Problem to work on: Without copying the images, write out all the entries below verbatim.

===== Dataset entries =====

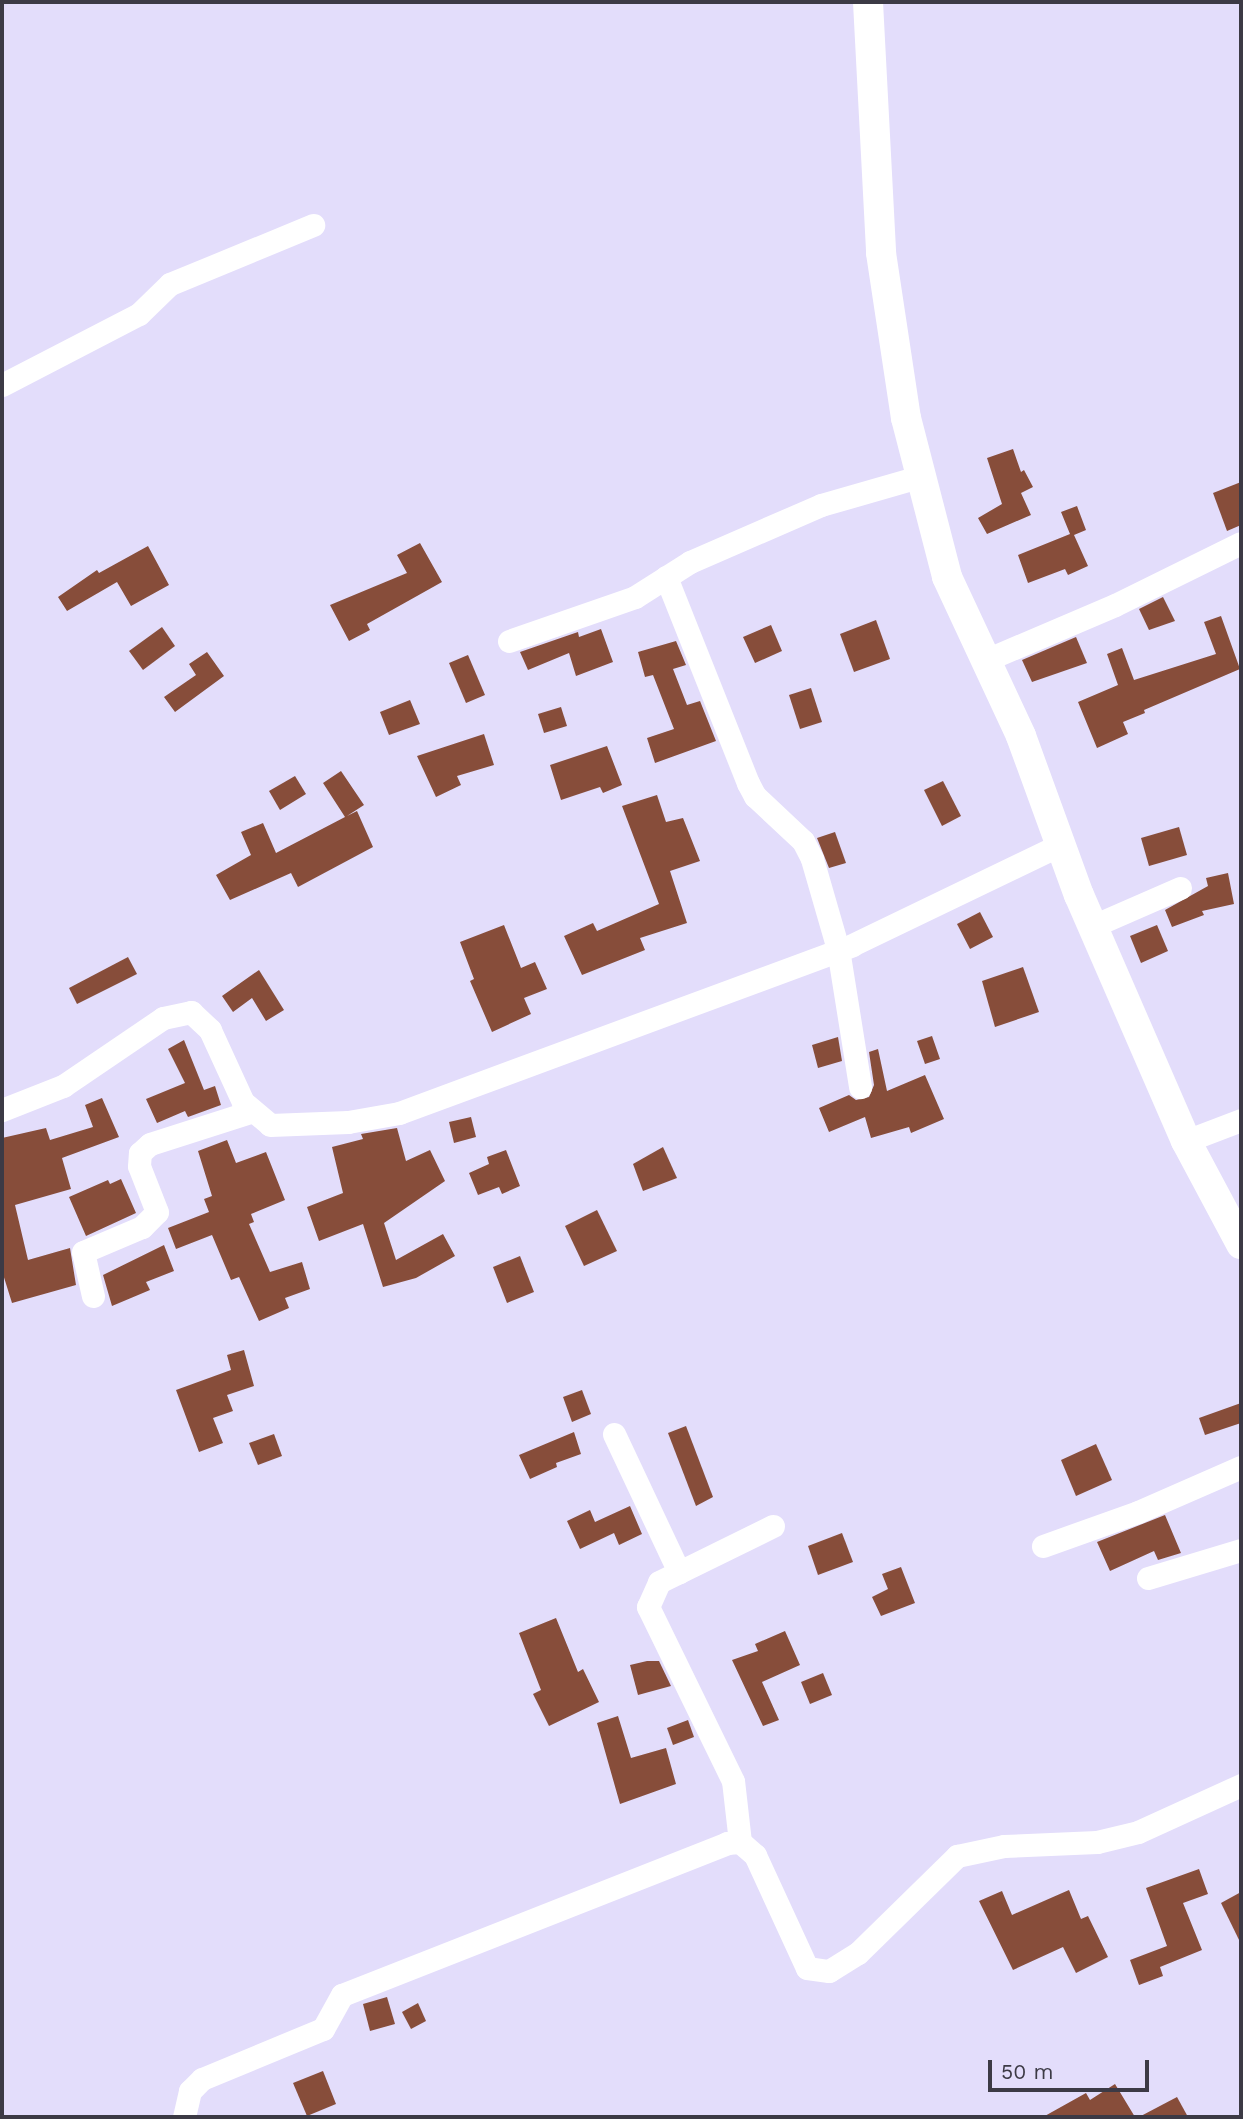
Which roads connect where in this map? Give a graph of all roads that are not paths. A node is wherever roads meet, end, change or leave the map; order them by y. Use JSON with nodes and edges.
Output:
{"nodes":[{"id":1,"x":868,"y":2,"type":"edge"},
{"id":2,"x":313,"y":225,"type":"dead end"},
{"id":3,"x":2,"y":385,"type":"edge"},
{"id":4,"x":922,"y":476,"type":"junction"},
{"id":5,"x":1241,"y":544,"type":"edge"},
{"id":6,"x":666,"y":577,"type":"junction"},
{"id":7,"x":509,"y":640,"type":"dead end"},
{"id":8,"x":986,"y":660,"type":"junction"},
{"id":9,"x":1062,"y":844,"type":"junction"},
{"id":10,"x":1180,"y":888,"type":"dead end"},
{"id":11,"x":1093,"y":926,"type":"junction"},
{"id":12,"x":838,"y":949,"type":"junction"},
{"id":13,"x":860,"y":1087,"type":"dead end"},
{"id":14,"x":2,"y":1110,"type":"edge"},
{"id":15,"x":250,"y":1112,"type":"junction"},
{"id":16,"x":1241,"y":1120,"type":"edge"},
{"id":17,"x":1186,"y":1141,"type":"junction"},
{"id":18,"x":1241,"y":1244,"type":"edge"},
{"id":19,"x":93,"y":1296,"type":"dead end"},
{"id":20,"x":614,"y":1434,"type":"dead end"},
{"id":21,"x":1241,"y":1467,"type":"edge"},
{"id":22,"x":772,"y":1526,"type":"dead end"},
{"id":23,"x":1043,"y":1546,"type":"dead end"},
{"id":24,"x":1241,"y":1550,"type":"edge"},
{"id":25,"x":678,"y":1572,"type":"junction"},
{"id":26,"x":1148,"y":1578,"type":"dead end"},
{"id":27,"x":1241,"y":1785,"type":"edge"},
{"id":28,"x":740,"y":1842,"type":"junction"},
{"id":29,"x":184,"y":2117,"type":"edge"}],
"edges":[{"from":1,"to":4,"type":"main road"},
{"from":2,"to":3,"type":"street"},
{"from":4,"to":6,"type":"street"},
{"from":4,"to":8,"type":"main road"},
{"from":5,"to":8,"type":"street"},
{"from":6,"to":7,"type":"street"},
{"from":6,"to":12,"type":"street"},
{"from":8,"to":9,"type":"main road"},
{"from":9,"to":11,"type":"main road"},
{"from":9,"to":12,"type":"street"},
{"from":10,"to":11,"type":"street"},
{"from":11,"to":17,"type":"main road"},
{"from":12,"to":13,"type":"street"},
{"from":12,"to":15,"type":"street"},
{"from":14,"to":15,"type":"street"},
{"from":15,"to":19,"type":"street"},
{"from":16,"to":17,"type":"street"},
{"from":17,"to":18,"type":"main road"},
{"from":20,"to":25,"type":"street"},
{"from":21,"to":23,"type":"street"},
{"from":22,"to":25,"type":"street"},
{"from":24,"to":26,"type":"street"},
{"from":25,"to":28,"type":"street"},
{"from":27,"to":28,"type":"street"},
{"from":28,"to":29,"type":"street"}]}
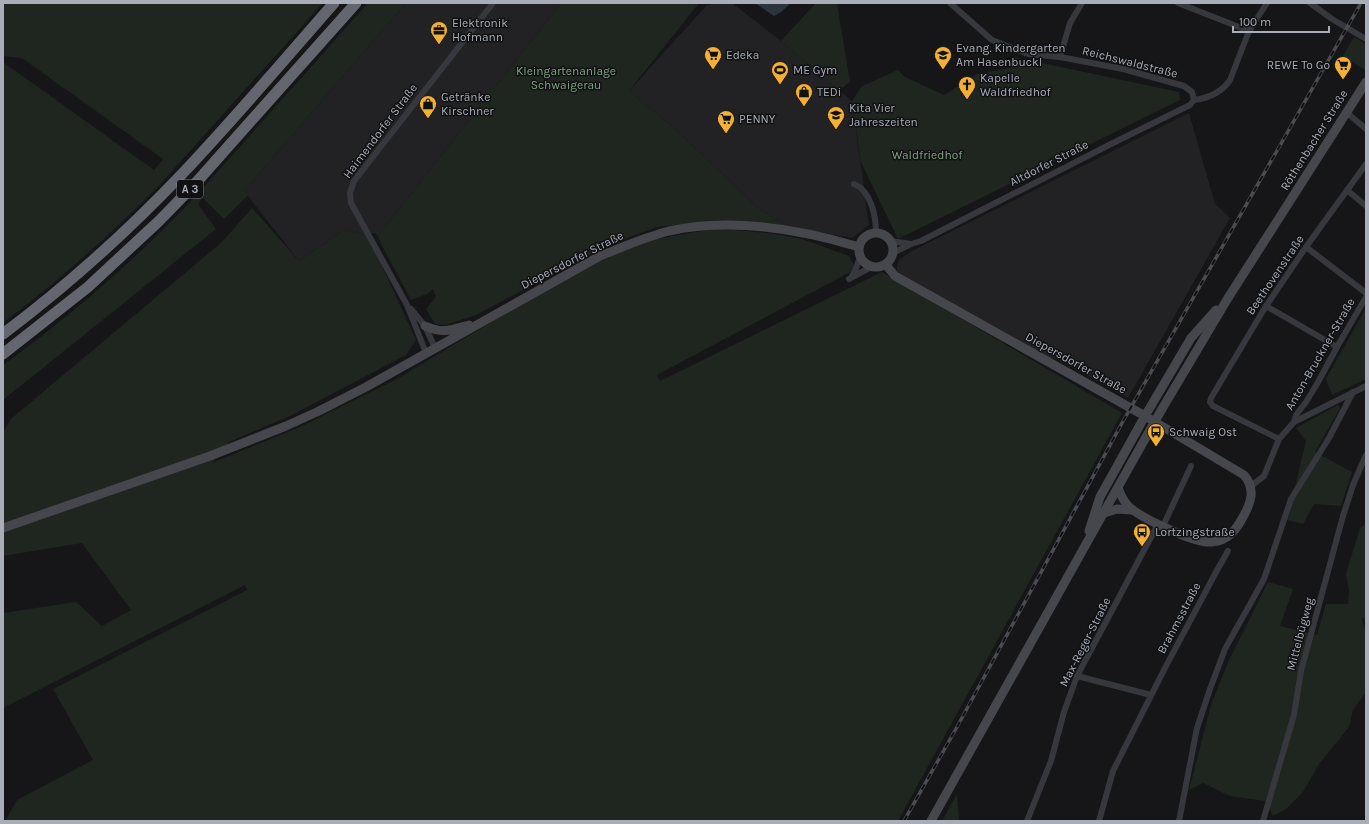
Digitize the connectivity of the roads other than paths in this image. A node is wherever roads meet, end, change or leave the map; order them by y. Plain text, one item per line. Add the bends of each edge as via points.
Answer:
1 (334, 3) edge
2 (356, 3) edge
3 (493, 3) edge
4 (950, 3) edge
5 (1082, 3) edge
6 (1178, 3) edge
7 (1267, 3) edge
8 (1310, 3) edge
9 (1249, 31) junction
10 (1366, 39) edge
11 (1060, 57) junction
12 (1366, 82) edge
13 (1194, 100) junction
14 (1346, 112) junction
15 (1366, 129) edge
16 (1366, 164) edge
17 (854, 184) dead end
18 (1347, 190) junction
19 (1366, 206) edge
20 (876, 233) junction
21 (891, 241) junction
22 (911, 244) junction
23 (859, 247) junction
24 (1306, 247) junction
25 (893, 254) junction
26 (860, 257) junction
27 (886, 265) junction
28 (871, 267) junction
29 (1366, 293) edge
30 (1366, 297) edge
31 (1228, 298) junction
32 (407, 305) junction
33 (1266, 306) junction
34 (482, 322) junction
35 (426, 326) junction
36 (3, 334) edge
37 (1337, 347) junction
38 (435, 348) junction
39 (426, 352) junction
40 (3, 354) edge
41 (1366, 386) edge
42 (1353, 392) junction
43 (1145, 416) junction
44 (1294, 422) junction
45 (1279, 439) junction
46 (1366, 455) edge
47 (1192, 466) dead end
48 (1251, 486) junction
49 (1118, 488) junction
50 (1132, 510) junction
51 (1104, 513) junction
52 (1160, 525) junction
53 (3, 528) edge
54 (1082, 550) junction
55 (1228, 551) dead end
56 (1077, 676) junction
57 (1151, 695) junction
58 (931, 821) edge
59 (1027, 821) edge
60 (1099, 821) edge
61 (1178, 821) edge
62 (1263, 821) edge

1 - 36 highway, A 3 via 211,142 149,207 76,276
2 - 40 highway, A 3 via 159,222 88,287
3 - 32 street, Haimendorfer Straße via 354,181 350,193 351,203
4 - 11 street, Reichswaldstraße via 992,40 1028,54
5 - 11 street via 1070,23
6 - 9 street
7 - 9 street, Altdorfer Straße
8 - 10 street
9 - 13 street, Altdorfer Straße via 1226,86 1203,99
11 - 13 street, Reichswaldstraße via 1123,69 1184,86 1192,92
12 - 14 street, Röthenbacher Straße
13 - 22 street, Altdorfer Straße via 1190,105
14 - 15 street
14 - 31 street, Röthenbacher Straße
16 - 18 street, Beethovenstraße
17 - 20 street via 859,186 874,210
18 - 19 street
18 - 24 street, Beethovenstraße
20 - 21 street
20 - 23 street via 865,237
21 - 22 street
21 - 25 street
22 - 25 street, Altdorfer Straße
23 - 26 street
23 - 34 street, Diepersdorfer Straße via 828,238 745,226 714,226 670,231 633,242 600,256
24 - 29 street
24 - 33 street, Beethovenstraße
25 - 27 street
26 - 28 street
26 - 28 street via 850,278
27 - 28 street
27 - 43 street, Diepersdorfer Straße via 900,279
30 - 37 street, Anton-Bruckner-Straße
31 - 43 street via 1191,338
31 - 49 street, bridge
32 - 35 street, Haimendorfer Straße
32 - 39 street, Haimendorfer Straße
33 - 37 street
33 - 45 street, Beethovenstraße via 1210,402 1212,406
34 - 35 street via 448,331 437,331
34 - 38 street, Diepersdorfer Straße
35 - 38 street, Haimendorfer Straße
37 - 44 street, Anton-Bruckner-Straße
38 - 39 street, Diepersdorfer Straße
39 - 53 street, Diepersdorfer Straße via 366,387 286,426 168,471
41 - 42 street
42 - 44 street
42 - 61 street via 1329,438 1291,499 1264,579 1225,649 1197,728
43 - 48 street, Diepersdorfer Straße via 1244,475
43 - 54 street via 1100,497
44 - 45 street
45 - 48 street via 1264,476
46 - 62 street, Mittelbügweg via 1352,484 1303,664 1294,715
47 - 52 street
48 - 52 street via 1250,505 1238,528 1227,538 1202,542
49 - 50 street via 1123,500
49 - 51 street
50 - 51 street via 1117,509
50 - 52 street
51 - 54 street
52 - 56 street, Max-Reger-Straße
54 - 58 street
55 - 57 street, Brahmsstraße
56 - 57 street
56 - 59 street, Max-Reger-Straße via 1051,761
57 - 60 street, Brahmsstraße via 1113,771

=====

The answer:
Which roads connect where in this map? Give a graph of all roads that are not paths. A node is wherever roads meet, end, change or leave the map; order them by y. Use JSON with nodes and edges.
Output:
{"nodes":[{"id":1,"x":868,"y":2,"type":"edge"},
{"id":2,"x":313,"y":225,"type":"dead end"},
{"id":3,"x":2,"y":385,"type":"edge"},
{"id":4,"x":922,"y":476,"type":"junction"},
{"id":5,"x":1241,"y":544,"type":"edge"},
{"id":6,"x":666,"y":577,"type":"junction"},
{"id":7,"x":509,"y":640,"type":"dead end"},
{"id":8,"x":986,"y":660,"type":"junction"},
{"id":9,"x":1062,"y":844,"type":"junction"},
{"id":10,"x":1180,"y":888,"type":"dead end"},
{"id":11,"x":1093,"y":926,"type":"junction"},
{"id":12,"x":838,"y":949,"type":"junction"},
{"id":13,"x":860,"y":1087,"type":"dead end"},
{"id":14,"x":2,"y":1110,"type":"edge"},
{"id":15,"x":250,"y":1112,"type":"junction"},
{"id":16,"x":1241,"y":1120,"type":"edge"},
{"id":17,"x":1186,"y":1141,"type":"junction"},
{"id":18,"x":1241,"y":1244,"type":"edge"},
{"id":19,"x":93,"y":1296,"type":"dead end"},
{"id":20,"x":614,"y":1434,"type":"dead end"},
{"id":21,"x":1241,"y":1467,"type":"edge"},
{"id":22,"x":772,"y":1526,"type":"dead end"},
{"id":23,"x":1043,"y":1546,"type":"dead end"},
{"id":24,"x":1241,"y":1550,"type":"edge"},
{"id":25,"x":678,"y":1572,"type":"junction"},
{"id":26,"x":1148,"y":1578,"type":"dead end"},
{"id":27,"x":1241,"y":1785,"type":"edge"},
{"id":28,"x":740,"y":1842,"type":"junction"},
{"id":29,"x":184,"y":2117,"type":"edge"}],
"edges":[{"from":1,"to":4,"type":"main road"},
{"from":2,"to":3,"type":"street"},
{"from":4,"to":6,"type":"street"},
{"from":4,"to":8,"type":"main road"},
{"from":5,"to":8,"type":"street"},
{"from":6,"to":7,"type":"street"},
{"from":6,"to":12,"type":"street"},
{"from":8,"to":9,"type":"main road"},
{"from":9,"to":11,"type":"main road"},
{"from":9,"to":12,"type":"street"},
{"from":10,"to":11,"type":"street"},
{"from":11,"to":17,"type":"main road"},
{"from":12,"to":13,"type":"street"},
{"from":12,"to":15,"type":"street"},
{"from":14,"to":15,"type":"street"},
{"from":15,"to":19,"type":"street"},
{"from":16,"to":17,"type":"street"},
{"from":17,"to":18,"type":"main road"},
{"from":20,"to":25,"type":"street"},
{"from":21,"to":23,"type":"street"},
{"from":22,"to":25,"type":"street"},
{"from":24,"to":26,"type":"street"},
{"from":25,"to":28,"type":"street"},
{"from":27,"to":28,"type":"street"},
{"from":28,"to":29,"type":"street"}]}
Digitize the connectivity of the roads other than paths in this image. A node is wherever roads meet, end, change or leave the map; order them by y. Plain text, one item per line. Add the bends of each edge as via points.
Answer:
1 (334, 3) edge
2 (356, 3) edge
3 (493, 3) edge
4 (950, 3) edge
5 (1082, 3) edge
6 (1178, 3) edge
7 (1267, 3) edge
8 (1310, 3) edge
9 (1249, 31) junction
10 (1366, 39) edge
11 (1060, 57) junction
12 (1366, 82) edge
13 (1194, 100) junction
14 (1346, 112) junction
15 (1366, 129) edge
16 (1366, 164) edge
17 (854, 184) dead end
18 (1347, 190) junction
19 (1366, 206) edge
20 (876, 233) junction
21 (891, 241) junction
22 (911, 244) junction
23 (859, 247) junction
24 (1306, 247) junction
25 (893, 254) junction
26 (860, 257) junction
27 (886, 265) junction
28 (871, 267) junction
29 (1366, 293) edge
30 (1366, 297) edge
31 (1228, 298) junction
32 (407, 305) junction
33 (1266, 306) junction
34 (482, 322) junction
35 (426, 326) junction
36 (3, 334) edge
37 (1337, 347) junction
38 (435, 348) junction
39 (426, 352) junction
40 (3, 354) edge
41 (1366, 386) edge
42 (1353, 392) junction
43 (1145, 416) junction
44 (1294, 422) junction
45 (1279, 439) junction
46 (1366, 455) edge
47 (1192, 466) dead end
48 (1251, 486) junction
49 (1118, 488) junction
50 (1132, 510) junction
51 (1104, 513) junction
52 (1160, 525) junction
53 (3, 528) edge
54 (1082, 550) junction
55 (1228, 551) dead end
56 (1077, 676) junction
57 (1151, 695) junction
58 (931, 821) edge
59 (1027, 821) edge
60 (1099, 821) edge
61 (1178, 821) edge
62 (1263, 821) edge

1 - 36 highway, A 3 via 211,142 149,207 76,276
2 - 40 highway, A 3 via 159,222 88,287
3 - 32 street, Haimendorfer Straße via 354,181 350,193 351,203
4 - 11 street, Reichswaldstraße via 992,40 1028,54
5 - 11 street via 1070,23
6 - 9 street
7 - 9 street, Altdorfer Straße
8 - 10 street
9 - 13 street, Altdorfer Straße via 1226,86 1203,99
11 - 13 street, Reichswaldstraße via 1123,69 1184,86 1192,92
12 - 14 street, Röthenbacher Straße
13 - 22 street, Altdorfer Straße via 1190,105
14 - 15 street
14 - 31 street, Röthenbacher Straße
16 - 18 street, Beethovenstraße
17 - 20 street via 859,186 874,210
18 - 19 street
18 - 24 street, Beethovenstraße
20 - 21 street
20 - 23 street via 865,237
21 - 22 street
21 - 25 street
22 - 25 street, Altdorfer Straße
23 - 26 street
23 - 34 street, Diepersdorfer Straße via 828,238 745,226 714,226 670,231 633,242 600,256
24 - 29 street
24 - 33 street, Beethovenstraße
25 - 27 street
26 - 28 street
26 - 28 street via 850,278
27 - 28 street
27 - 43 street, Diepersdorfer Straße via 900,279
30 - 37 street, Anton-Bruckner-Straße
31 - 43 street via 1191,338
31 - 49 street, bridge
32 - 35 street, Haimendorfer Straße
32 - 39 street, Haimendorfer Straße
33 - 37 street
33 - 45 street, Beethovenstraße via 1210,402 1212,406
34 - 35 street via 448,331 437,331
34 - 38 street, Diepersdorfer Straße
35 - 38 street, Haimendorfer Straße
37 - 44 street, Anton-Bruckner-Straße
38 - 39 street, Diepersdorfer Straße
39 - 53 street, Diepersdorfer Straße via 366,387 286,426 168,471
41 - 42 street
42 - 44 street
42 - 61 street via 1329,438 1291,499 1264,579 1225,649 1197,728
43 - 48 street, Diepersdorfer Straße via 1244,475
43 - 54 street via 1100,497
44 - 45 street
45 - 48 street via 1264,476
46 - 62 street, Mittelbügweg via 1352,484 1303,664 1294,715
47 - 52 street
48 - 52 street via 1250,505 1238,528 1227,538 1202,542
49 - 50 street via 1123,500
49 - 51 street
50 - 51 street via 1117,509
50 - 52 street
51 - 54 street
52 - 56 street, Max-Reger-Straße
54 - 58 street
55 - 57 street, Brahmsstraße
56 - 57 street
56 - 59 street, Max-Reger-Straße via 1051,761
57 - 60 street, Brahmsstraße via 1113,771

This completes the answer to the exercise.